“You train dogs, I like to educate players”.Leicester City Coach, Brendan Rodgers
“Every player I see as my own son”.Leicester City Coach, Brendan Rodgers
“My world has been about creating rather than waiting”.Leicester City Coach, Brendan Rodgers
“You can live without water for many days, but you can’t live for a second without hope”.Leicester City Coach, Brendan Rodgers
It’s not hard to see why Brendan Rodgers became the butt of all jokes amongst football fans during his time at Liverpool.
Those quotes, all taken from Rodgers’ first few weeks as boss at Anfield, made the Northern Irishman out to be the David Brent of British management, a coach more inclined to give you a soundbite than some sound tactical advice.
His three-and-a-half years at Liverpool were successful until they weren’t and that led to a rehabilitation stint in Scotland with Celtic.
With their recent travails, that job at Parkhead looks all the more remarkable now but in a classic Rodgers move, despite three years of unbroken success and records smashed, he somehow left the club in the worst possible way and tainted what could have been a Jock Stein-esque legacy.
Leaving Celtic Park midway through the 2018/19 campaign was another bad PR move from Rodgers but the Bhoys pain turned out to be the Foxes gain.
His two years in the east Midlands have seen a remarkable upturn in results and performances, to the point where Leicester are now, quite comfortably, the third best side in the Premier League.
It’s been a victory for proper coaching and clever investment off the pitch, with every aspect of the club now working in tandem.
A brand new, €150m training ground has been built whilst Leicester’s Thai owners have been exceptionally smart in the transfer market.
The signing of Johnny Evans from Manchester United has proved to be a masterstroke and showed that Rodgers can take an ageing pro and move his game to the next level.
It’s one thing though, to take a Premier League veteran and get him to slot into your system, and another entirely to take a young player and coach him to become world class.
Which is exactly what has happened with Wesley Fofana, Youri Tielemans, Wilfried Ndidi and James Maddison.
All joined the Foxes with talent and promising ability, and all without exception have become genuinely brilliant top-tier footballers.
Fofana has slotted into the Leicester defence with ease and has made a mockery of those who questioned his €40m price tag.
Tielemans has been one of the most underrated midfielders anywhere in Europe over the past 18 months, while Ndidi is challenging N’Golo Kanté for mantle of ‘world’s best defensive mid’.
Then there’s Maddison, a player widely touted whilst playing in the Football League but up to last year, had struggled to make a huge impact at the King Power Stadium.
But under Rodgers’ tutelage, the attacking midfielder has reached new heights and gained an England call-up.
“He’s a top level manager that we’re really fortunate to have here,” Maddison said of Rodgers on talkSPORT back in February.
“The detail and the enthusiasm and the love he has for the game and what he does in training every single day is second to none.
“Every single player in the changing room is becoming a better player under him.

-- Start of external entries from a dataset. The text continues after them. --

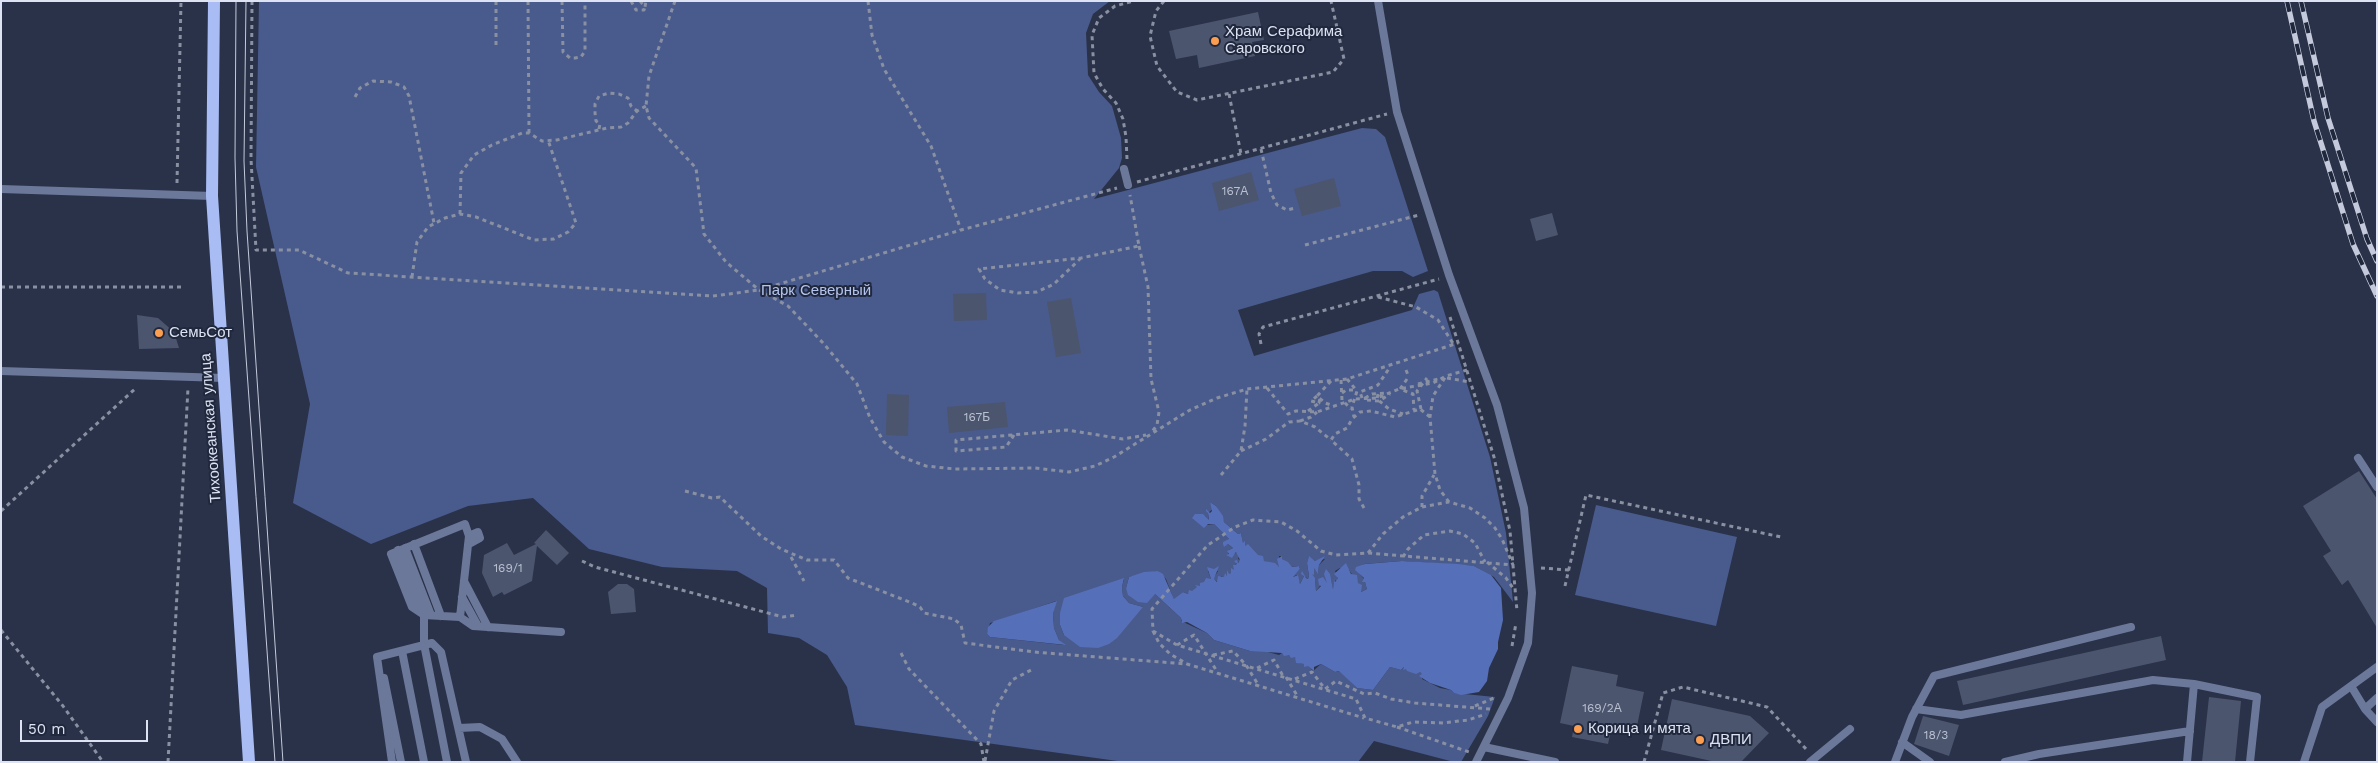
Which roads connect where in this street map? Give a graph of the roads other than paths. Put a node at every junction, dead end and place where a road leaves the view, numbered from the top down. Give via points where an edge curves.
1 (214, 1) edge
2 (1378, 1) edge
3 (1124, 169) road end
4 (1128, 185) road end
5 (1, 189) edge
6 (212, 196) junction
7 (1, 371) edge
8 (224, 378) junction
9 (2358, 458) dead end
10 (2377, 487) edge
11 (414, 544) junction
12 (402, 549) junction
13 (464, 580) junction
14 (462, 598) junction
15 (426, 614) junction
16 (441, 616) junction
17 (462, 617) junction
18 (478, 626) junction
19 (488, 627) junction
20 (2131, 627) dead end
21 (561, 632) dead end
22 (424, 644) junction
23 (402, 651) junction
24 (380, 656) junction
25 (2377, 667) edge
26 (2194, 684) junction
27 (2351, 686) junction
28 (2377, 698) edge
29 (1916, 709) junction
30 (2365, 709) junction
31 (2377, 722) edge
32 (459, 728) junction
33 (1850, 729) dead end
34 (2190, 730) junction
35 (1902, 742) junction
36 (1484, 747) junction
37 (1812, 760) edge
38 (248, 762) edge
39 (392, 762) edge
40 (401, 762) edge
41 (424, 762) edge
42 (448, 762) edge
43 (466, 762) edge
44 (517, 762) edge
45 (1476, 762) edge
46 (1555, 762) edge
47 (1895, 762) edge
48 (1930, 762) edge
49 (2005, 762) edge
50 (2187, 762) edge
51 (2250, 762) edge
52 (2304, 762) edge

1 - 6 main road, Тихоокеанская улица
2 - 36 lane via 1398,112 1449,275 1497,405 1524,508 1532,593 1528,643 1508,698
3 - 4 lane
5 - 6 lane
6 - 8 main road, Тихоокеанская улица
7 - 8 lane
8 - 38 main road, Тихоокеанская улица
9 - 10 lane
11 - 12 lane
11 - 13 lane via 465,524 469,540
11 - 16 lane
12 - 15 lane
12 - 15 lane via 391,555 412,607
13 - 14 lane
13 - 19 lane
14 - 17 lane
14 - 18 lane
15 - 16 lane
15 - 22 lane
16 - 17 lane
17 - 18 lane
18 - 19 lane
19 - 21 lane
20 - 29 lane via 1934,676
22 - 23 lane
22 - 32 lane via 432,643 441,652
22 - 42 lane
23 - 24 lane
23 - 41 lane
24 - 39 lane via 376,657
24 - 40 lane
25 - 27 lane
26 - 29 lane via 2153,680 1961,716
26 - 34 lane
26 - 51 lane via 2257,697
27 - 30 lane
27 - 52 lane via 2322,707
28 - 30 lane
29 - 35 lane
30 - 31 lane
32 - 43 lane
32 - 44 lane via 480,727 502,739
33 - 37 lane
34 - 49 lane
34 - 50 lane
35 - 47 lane
35 - 48 lane
36 - 45 lane
36 - 46 lane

That’s a fact. I’ve seen it in my own game, I’ve seen it in other players’ games just because I always say he cares.
“He cares about making you a better player, he’s not just someone who wants to get three points at the weekend for his CV, he actually wants to improve the team and improve the players.”

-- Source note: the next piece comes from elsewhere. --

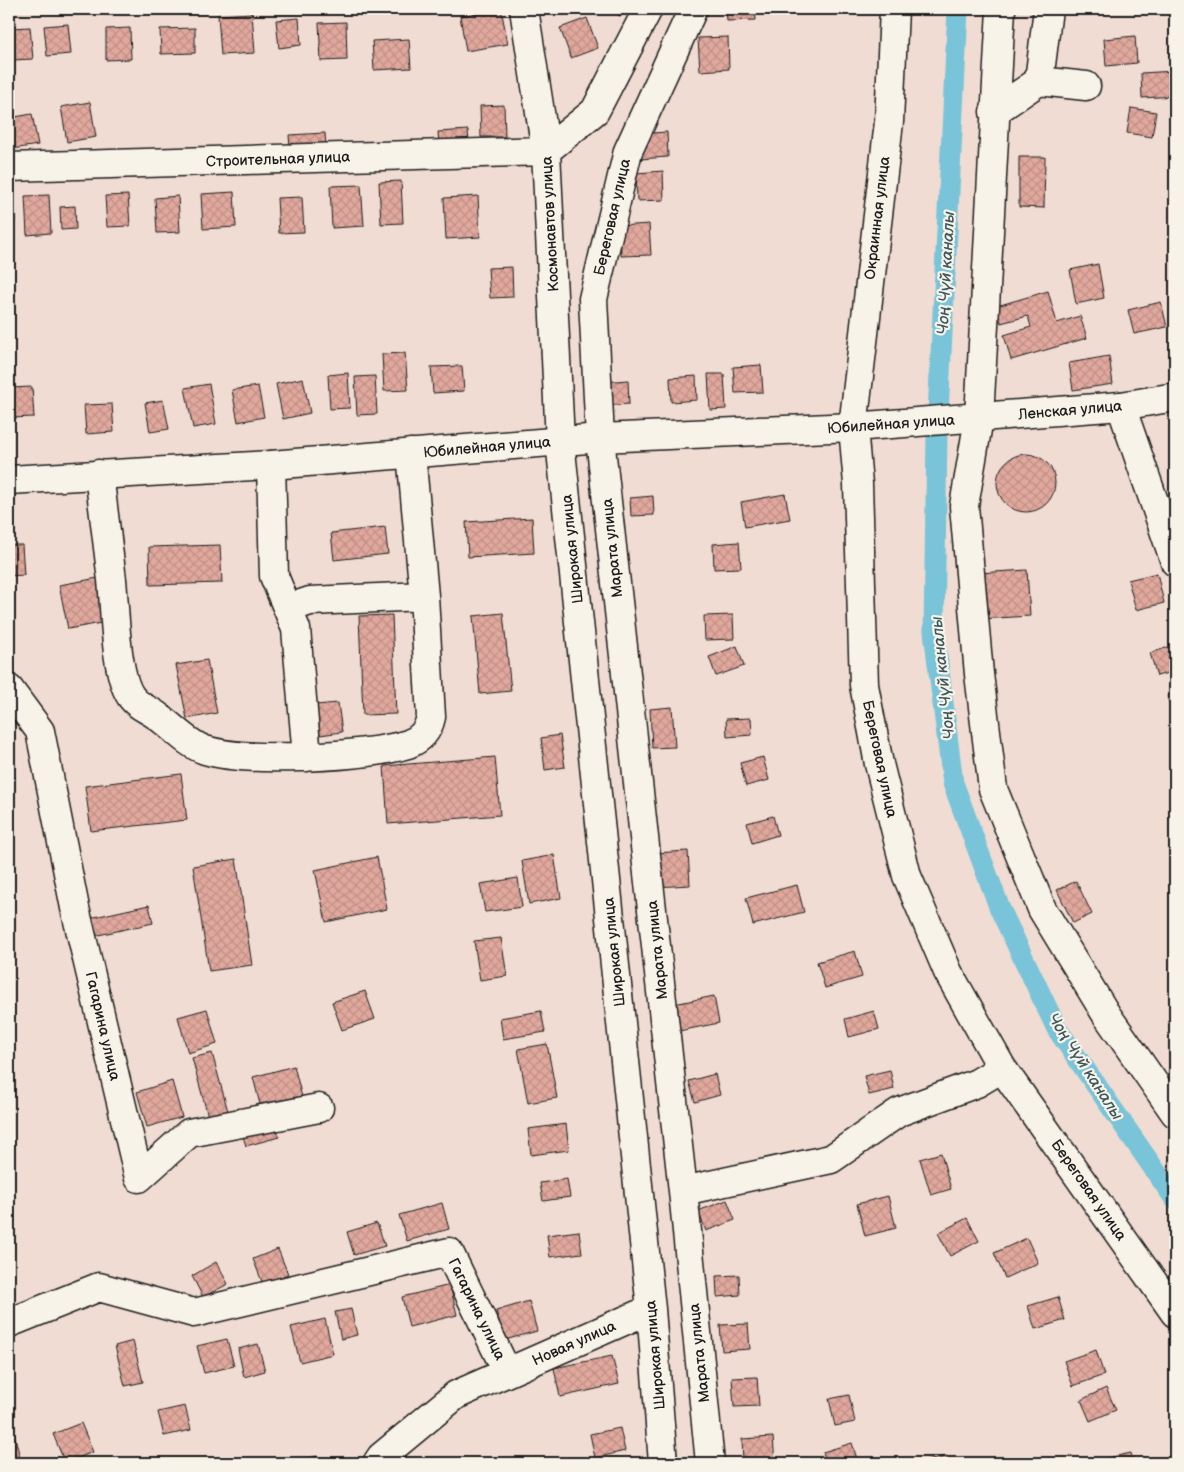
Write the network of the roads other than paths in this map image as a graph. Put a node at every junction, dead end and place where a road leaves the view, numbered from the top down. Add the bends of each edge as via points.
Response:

It’s the sort of effusive praise only reserved for two men in the Premier League – Jürgen Klopp and Pep Guardiola.
Which gives an added dimension to this weekend’s clash between Leicester and Manchester City.
The east Midlands outfit beat Pep’s champions-in-waiting earlier this season and are looking for their first league double over City since 1986/87.
And coming off the back of an international break where most of City’s stars have played three games in a week, who would bet against Rodgers to get one over City and stake his claim for the Manager of the Year award.
There has been plenty of talk that the 48-year-old could be tempted to leave the King Power this summer, with Tottenham potentially looking for a new coach.
But Rodgers should stay right where he is, and take Leicester to heights previously unseen.